### Task prompt
If a line of the data below contains the string "Avenue", copy it into your answer.

### Excerpted records
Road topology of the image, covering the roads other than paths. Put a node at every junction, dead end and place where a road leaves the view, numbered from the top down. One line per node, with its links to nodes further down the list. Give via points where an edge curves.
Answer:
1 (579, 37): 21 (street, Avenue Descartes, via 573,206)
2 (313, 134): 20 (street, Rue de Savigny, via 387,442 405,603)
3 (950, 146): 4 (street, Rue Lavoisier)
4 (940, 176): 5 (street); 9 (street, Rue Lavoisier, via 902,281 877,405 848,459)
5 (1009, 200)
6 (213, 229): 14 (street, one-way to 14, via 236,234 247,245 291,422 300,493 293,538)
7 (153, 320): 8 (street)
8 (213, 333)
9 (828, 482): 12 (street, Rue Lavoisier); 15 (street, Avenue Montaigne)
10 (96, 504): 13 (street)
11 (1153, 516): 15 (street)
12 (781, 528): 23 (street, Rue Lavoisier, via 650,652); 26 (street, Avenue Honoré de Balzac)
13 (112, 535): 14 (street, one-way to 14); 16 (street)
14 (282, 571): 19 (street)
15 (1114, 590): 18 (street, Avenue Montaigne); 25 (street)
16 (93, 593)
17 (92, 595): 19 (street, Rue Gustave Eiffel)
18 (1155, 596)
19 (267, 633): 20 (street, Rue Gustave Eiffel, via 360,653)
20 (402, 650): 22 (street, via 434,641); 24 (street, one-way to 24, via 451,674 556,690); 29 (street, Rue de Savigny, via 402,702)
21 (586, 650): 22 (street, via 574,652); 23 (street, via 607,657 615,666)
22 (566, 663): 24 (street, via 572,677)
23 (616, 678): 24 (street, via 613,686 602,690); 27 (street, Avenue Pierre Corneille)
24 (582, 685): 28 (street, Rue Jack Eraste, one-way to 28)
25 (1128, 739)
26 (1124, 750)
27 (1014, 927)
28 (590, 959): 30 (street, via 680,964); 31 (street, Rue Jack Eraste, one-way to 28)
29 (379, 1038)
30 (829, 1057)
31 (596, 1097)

### Result
1 (579, 37): 21 (street, Avenue Descartes, via 573,206)
9 (828, 482): 12 (street, Rue Lavoisier); 15 (street, Avenue Montaigne)
12 (781, 528): 23 (street, Rue Lavoisier, via 650,652); 26 (street, Avenue Honoré de Balzac)
15 (1114, 590): 18 (street, Avenue Montaigne); 25 (street)
23 (616, 678): 24 (street, via 613,686 602,690); 27 (street, Avenue Pierre Corneille)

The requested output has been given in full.